But consider trying to hire people out of college (for a startup perhaps.) As these people don't generally have oodles of experience, you're left with having to ask them some questions about their basic knowledge instead of their experience.

Sheesh, Norman, just lighten up. ;-)

I consider that to be a perfectly legitimate question. The author of the article might be surprised about how many people will flat out derail when asked such a simple question. Given that he was talking to an HR representative, such low-ball questions are to be expected; they are just screening for train wrecks before the real interview. Yeah, it is kind of a bummer to talk to a non-technical HR person, but is it really that bad? Does the author not realize what the job market is like right now? There were probably hundreds of applicants for the position, and there needs to be some kind of high-pass filter to choose which candidates are valuable enough for the real technical people to spend time interviewing.

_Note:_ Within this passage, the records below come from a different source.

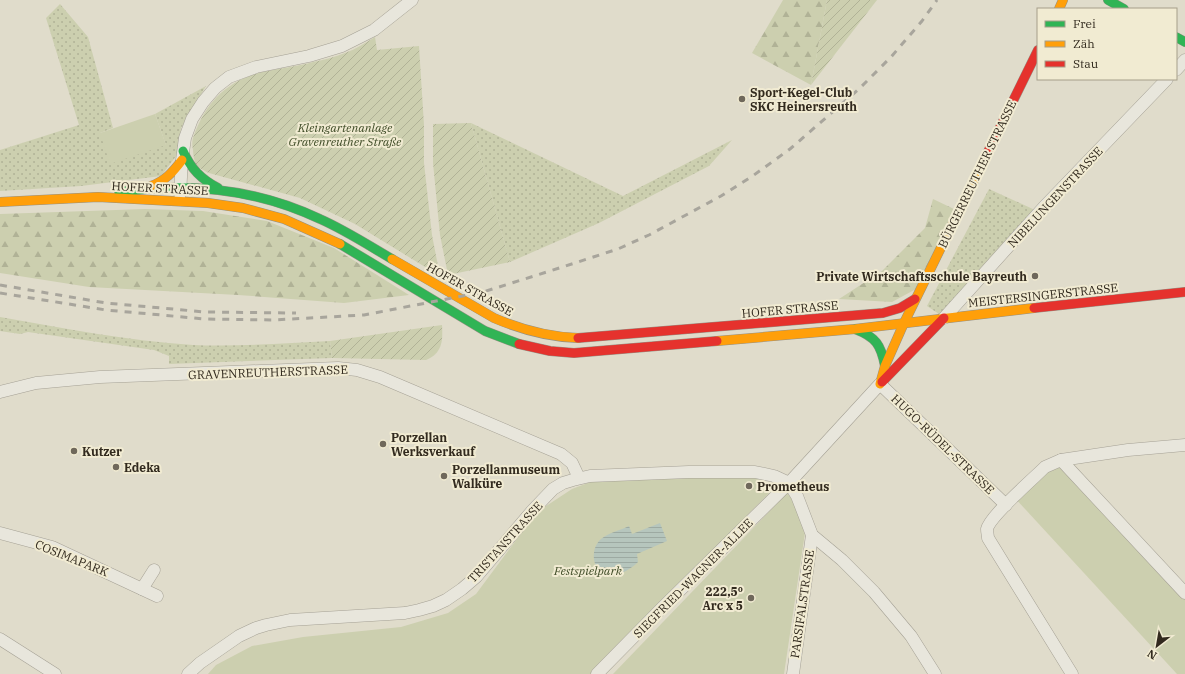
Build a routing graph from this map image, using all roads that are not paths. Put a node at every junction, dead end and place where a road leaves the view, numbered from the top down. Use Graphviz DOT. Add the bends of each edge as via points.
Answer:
graph roads {
  1 [pos="412,0"];
  2 [pos="1108,0"];
  3 [pos="1122,8"];
  4 [pos="1037,52"];
  5 [pos="1185,60"];
  6 [pos="1177,69"];
  7 [pos="1166,80"];
  8 [pos="182,156"];
  9 [pos="180,186"];
  10 [pos="144,188"];
  11 [pos="220,189"];
  12 [pos="98,197"];
  13 [pos="180,201"];
  14 [pos="0,202"];
  15 [pos="1185,292"];
  16 [pos="915,299"];
  17 [pos="944,318"];
  18 [pos="904,323"];
  19 [pos="855,329"];
  20 [pos="896,341"];
  21 [pos="907,357"];
  22 [pos="885,366"];
  23 [pos="880,384"];
  24 [pos="0,392"];
  25 [pos="1185,445"];
  26 [pos="1061,460"];
  27 [pos="579,478"];
  28 [pos="789,483"];
  29 [pos="1006,505"];
  30 [pos="0,533"];
  31 [pos="812,535"];
  32 [pos="154,570"];
  33 [pos="142,589"];
  34 [pos="1185,593"];
  35 [pos="157,596"];
  36 [pos="0,639"];
  37 [pos="55,674"];
  38 [pos="188,674"];
  39 [pos="597,674"];
  40 [pos="793,674"];
  41 [pos="936,674"];
  42 [pos="1072,674"];
  1 -- 8 [label="street" via="374,30 342,46 256,67 228,77 202,102 192,119"];
  2 -- 3 [label="main road"];
  4 -- 16 [label="main road, BÜRGERREUTHER STRASSE"];
  5 -- 6 [label="street"];
  7 -- 17 [label="street, NIBELUNGENSTRASSE" via="1043,208"];
  8 -- 9 [label="street"];
  8 -- 10 [label="main road" via="174,172 167,178"];
  8 -- 11 [label="main road" via="198,176"];
  9 -- 10 [label="main road, HOFER STRASSE"];
  9 -- 11 [label="main road, HOFER STRASSE"];
  9 -- 13 [label="street"];
  10 -- 12 [label="main road, HOFER STRASSE"];
  11 -- 16 [label="main road, HOFER STRASSE" via="252,195 295,208 347,232 494,318 536,334 578,338 883,313 896,311"];
  12 -- 13 [label="main road, HOFER STRASSE"];
  12 -- 14 [label="main road, HOFER STRASSE"];
  13 -- 19 [label="main road, HOFER STRASSE" via="243,208 284,219 333,240 485,331 511,342 549,352 574,353"];
  15 -- 17 [label="main road, MEISTERSINGERSTRASSE"];
  16 -- 18 [label="main road, BÜRGERREUTHER STRASSE"];
  17 -- 18 [label="main road, MEISTERSINGERSTRASSE"];
  17 -- 21 [label="main road"];
  18 -- 19 [label="main road, HOFER STRASSE"];
  18 -- 20 [label="main road, BÜRGERREUTHER STRASSE"];
  19 -- 22 [label="main road" via="866,333 880,345"];
  20 -- 21 [label="main road" via="897,349"];
  20 -- 22 [label="main road, BÜRGERREUTHER STRASSE"];
  21 -- 23 [label="main road"];
  22 -- 23 [label="main road, BÜRGERREUTHER STRASSE"];
  23 -- 28 [label="street"];
  23 -- 29 [label="street, HUGO-RÜDEL-STRASSE"];
  24 -- 27 [label="street, GRAVENREUTHERSTRASSE" via="36,383 100,377 352,369 380,377 561,454 572,463"];
  25 -- 26 [label="street"];
  26 -- 29 [label="street" via="1045,468"];
  26 -- 34 [label="street"];
  27 -- 28 [label="street, TRISTANSTRASSE" via="689,472 755,472 774,476"];
  27 -- 38 [label="street, TRISTANSTRASSE" via="553,490 476,577 446,600 405,613 290,620 266,625 239,636"];
  28 -- 31 [label="street" via="797,496"];
  28 -- 39 [label="street, SIEGFRIED-WAGNER-ALLEE"];
  29 -- 42 [label="street" via="990,523 987,530 988,538"];
  30 -- 33 [label="street, COSIMAPARK" via="52,547"];
  31 -- 40 [label="street, PARSIFALSTRASSE"];
  31 -- 41 [label="street" via="874,592 911,636"];
  32 -- 33 [label="street"];
  33 -- 35 [label="street, COSIMAPARK"];
  36 -- 37 [label="street"];
}
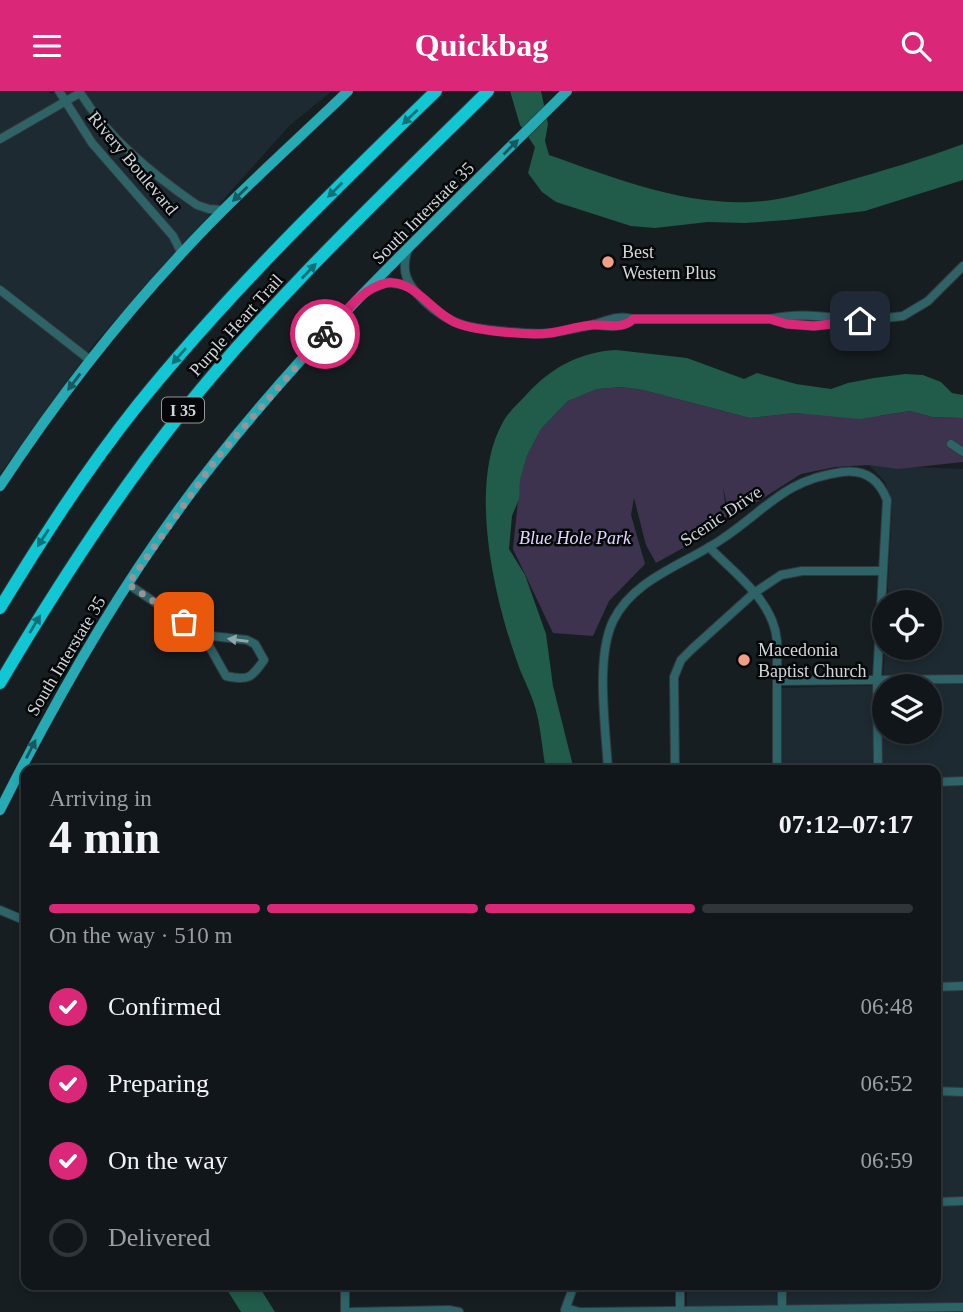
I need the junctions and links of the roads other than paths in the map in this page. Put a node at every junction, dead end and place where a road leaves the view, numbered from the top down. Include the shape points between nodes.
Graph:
1 (60, 91) edge
2 (436, 91) edge
3 (488, 91) edge
4 (567, 91) edge
5 (80, 92) edge
6 (345, 93) edge
7 (65, 102) junction
8 (0, 139) edge
9 (223, 210) junction
10 (408, 249) junction
11 (180, 254) junction
12 (963, 266) edge
13 (410, 286) junction
14 (0, 290) edge
15 (368, 290) junction
16 (90, 360) junction
17 (951, 444) dead end
18 (963, 452) edge
19 (0, 486) edge
20 (709, 547) junction
21 (882, 571) junction
22 (128, 584) junction
23 (754, 593) junction
24 (0, 608) edge
25 (203, 635) junction
26 (877, 674) edge
27 (872, 679) edge
28 (942, 679) edge
29 (963, 679) edge
30 (776, 681) junction
31 (0, 683) edge
32 (878, 744) edge
33 (23, 765) edge
34 (608, 765) edge
35 (675, 765) edge
36 (777, 765) edge
37 (878, 765) edge
38 (21, 769) edge
39 (963, 781) edge
40 (941, 782) edge
41 (0, 810) edge
42 (0, 910) edge
43 (21, 919) edge
44 (941, 986) edge
45 (963, 986) edge
46 (941, 1091) edge
47 (963, 1092) edge
48 (963, 1201) edge
49 (941, 1202) edge
50 (346, 1290) edge
51 (572, 1290) edge
52 (680, 1290) edge
53 (782, 1290) edge
54 (963, 1307) edge
55 (565, 1310) edge
56 (884, 1310) edge
57 (782, 1311) edge
58 (348, 1312) edge
59 (459, 1312) edge
60 (680, 1312) edge

1 - 7 street, Rivery Boulevard
2 -> 24 highway, Purple Heart Trail / I 35 via 278,247 162,376 94,463
31 -> 3 highway, Purple Heart Trail / I 35 via 98,524 183,410 266,314
10 -> 4 main road, South Interstate 35
5 - 7 street
5 - 9 street, Rivery Boulevard via 114,138 163,179 197,205
6 -> 9 main road
7 - 8 street
7 - 11 street, Rivery Boulevard via 92,143 174,237
9 - 11 main road
10 - 13 street via 404,265
10 - 15 main road, South Interstate 35
11 - 16 main road
12 - 13 street via 928,302 892,319 860,321 790,314 770,319 618,317 548,334 463,326 446,319
13 - 15 street via 388,282
14 - 16 street
15 - 22 main road, South Interstate 35 via 312,347 217,458
16 -> 19 main road
17 - 18 street
20 - 21 street, Scenic Drive via 806,480 858,472 879,483 887,500
20 - 23 street
20 - 34 street, Scenic Drive via 642,587 613,622 604,664
21 - 23 street via 802,571 781,575
21 - 26 street, Scenic Drive
22 - 25 street
33 -> 22 main road, South Interstate 35
23 - 30 street via 776,631
23 - 35 street via 676,668
25 -> 25 street via 226,676 251,677 264,660 255,644 247,640
27 - 30 street
28 - 29 street
30 - 36 street
32 - 37 street, Scenic Drive
41 -> 38 main road, South Interstate 35
39 - 40 street
42 - 43 street
44 - 45 street
46 - 47 street
48 - 49 street
50 - 58 street
51 - 55 street
52 - 60 street
53 - 57 street
54 - 56 street
55 - 60 street
56 - 57 street
57 - 60 street
58 - 59 street

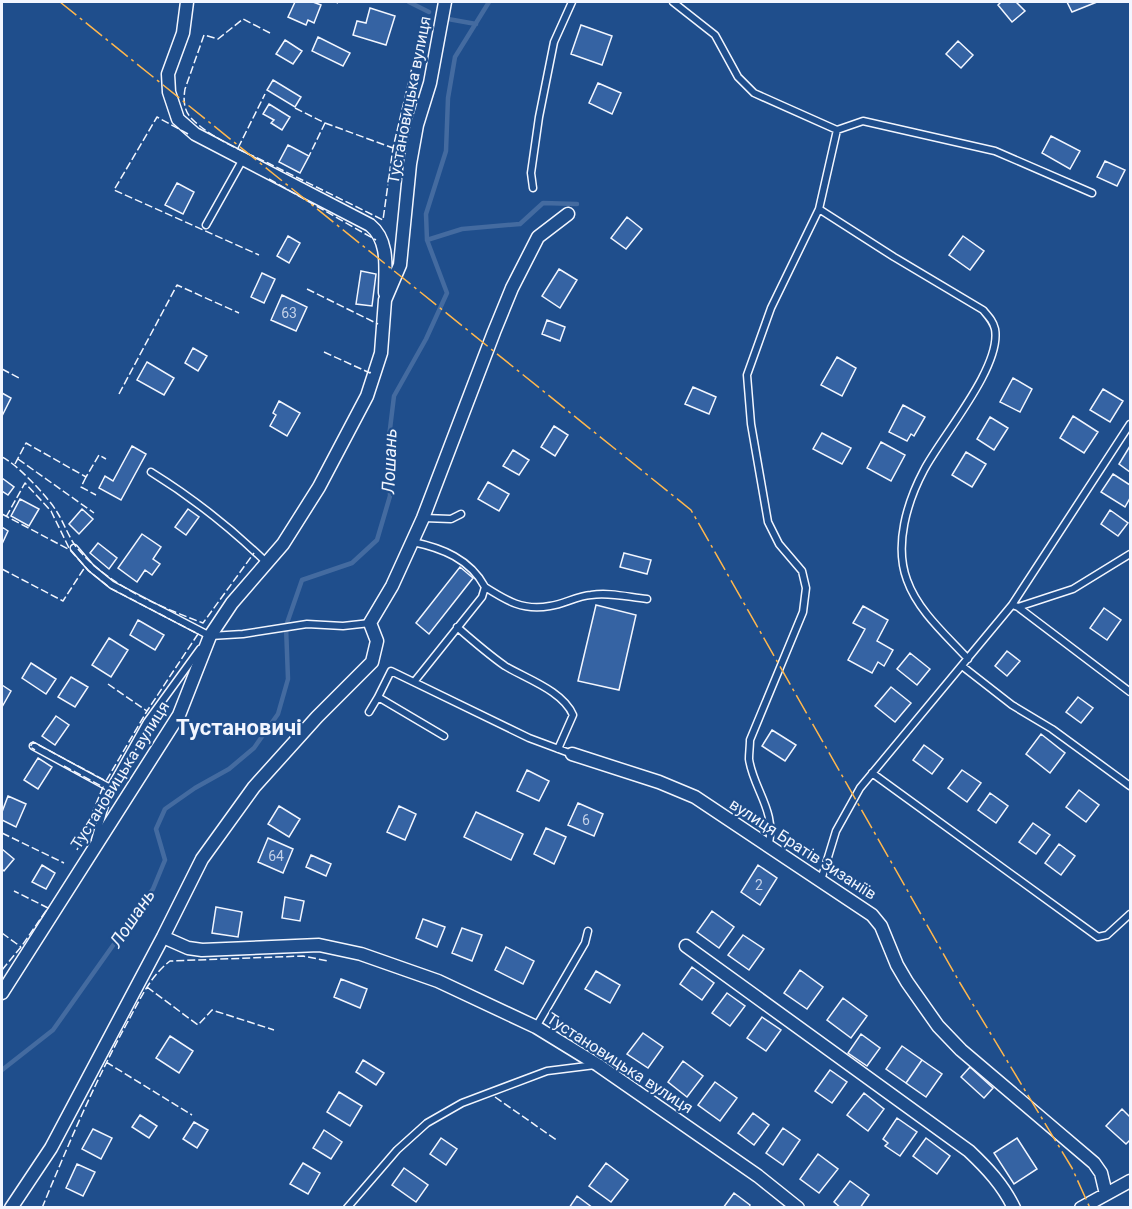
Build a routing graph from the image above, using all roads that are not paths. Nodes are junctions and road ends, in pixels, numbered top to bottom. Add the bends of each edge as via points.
1 (187, 2) edge
2 (445, 2) edge
3 (572, 2) edge
4 (673, 2) edge
5 (837, 130) junction
6 (243, 159) junction
7 (533, 188) dead end
8 (1092, 193) dead end
9 (819, 209) junction
10 (568, 214) dead end
11 (206, 225) dead end
12 (385, 300) junction
13 (1131, 424) edge
14 (151, 472) dead end
15 (461, 514) dead end
16 (423, 518) junction
17 (412, 542) junction
18 (74, 548) dead end
19 (1131, 555) edge
20 (267, 563) junction
21 (485, 587) junction
22 (647, 599) dead end
23 (1015, 606) junction
24 (370, 623) junction
25 (457, 627) junction
26 (210, 636) junction
27 (968, 659) junction
28 (963, 666) junction
29 (414, 682) junction
30 (1131, 692) edge
31 (378, 697) junction
32 (369, 712) dead end
33 (444, 736) dead end
34 (33, 746) dead end
35 (558, 749) junction
36 (572, 754) joint
37 (872, 773) junction
38 (1131, 786) edge
39 (110, 788) junction
40 (768, 847) junction
41 (90, 855) junction
42 (821, 880) junction
43 (1131, 914) edge
44 (588, 931) dead end
45 (163, 937) junction
46 (686, 946) dead end
47 (2, 993) edge
48 (536, 1027) junction
49 (598, 1065) junction
50 (1131, 1181) edge
51 (1106, 1194) junction
52 (11, 1208) edge
53 (347, 1208) edge
54 (798, 1208) edge
55 (1014, 1208) edge
56 (1081, 1208) edge

1 - 6 street via 183,33 168,74 172,105 178,119 195,134
2 - 12 street, Тустановицька вулиця via 410,164 400,265
3 - 7 lane via 554,42 531,172
4 - 5 lane via 715,35 738,77 754,93
5 - 8 lane via 863,121 995,151
5 - 9 lane
6 - 11 lane
6 - 12 street via 376,230 385,253
9 - 27 lane via 983,310 996,332 985,371 923,472 905,522 902,545 903,566 912,592
9 - 40 lane via 771,308 747,375 768,522 805,580 803,612 750,740 749,760 769,816
10 - 16 street via 537,237 512,288
12 - 20 street, Тустановицька вулиця via 381,353 367,396 319,487
13 - 23 lane
14 - 20 lane via 246,542
15 - 16 lane via 451,519
16 - 17 street
17 - 21 lane via 432,546 463,561
17 - 24 street
18 - 26 lane via 112,585
19 - 23 lane via 1073,589
20 - 26 street, Тустановицька вулиця
21 - 22 lane via 512,604 533,607 588,595
21 - 25 lane via 482,597
23 - 27 lane
23 - 30 lane
24 - 26 lane via 307,624
24 - 45 street via 377,641 372,662 317,717 225,825 202,859
25 - 29 lane
25 - 35 lane via 504,665 569,706 573,715
26 - 39 lane via 147,722
26 - 41 street, Тустановицька вулиця via 179,715
27 - 28 lane
28 - 37 lane
28 - 38 lane via 1012,705
29 - 31 lane via 391,671
29 - 35 lane
31 - 32 lane
31 - 33 lane
34 - 39 lane
35 - 36 lane
36 - 40 street, вулиця Братів Зизаніїв via 680,790
37 - 42 lane via 836,831
37 - 43 lane via 1098,937 1107,935
39 - 41 lane
40 - 42 street, вулиця Братів Зизаніїв
41 - 47 street, Тустановицька вулиця
42 - 51 street, вулиця Братів Зизаніїв via 872,915 907,982 938,1026 1094,1163
44 - 48 lane via 585,943
45 - 48 street, Тустановицька вулиця via 202,950 319,945 361,954 438,981
45 - 52 street via 51,1148
46 - 55 street via 969,1151 1005,1191
48 - 49 street, Тустановицька вулиця
49 - 53 lane via 547,1071 462,1103 427,1123 397,1150
49 - 54 street, Тустановицька вулиця
50 - 51 street
51 - 56 street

FTA: "I was speechless. I was literally unable to find the words to respond [...]".

Here's my suggestion: drop the arrogance, and either answer the question, or respectfully explain that the interview is over because the position is not what you expected.

I agree, A common line of questioning

Q: Have you ever worked with any design patterns

A: Yes

Q: Name a couple

A: Singleton, Decorator

Q: So, can you explain what's the decorator pattern and when it can be useful

A:...

Of course, the HR person was probably reading from a script, and he probably just had to humor him for a few more mins to get the next interview.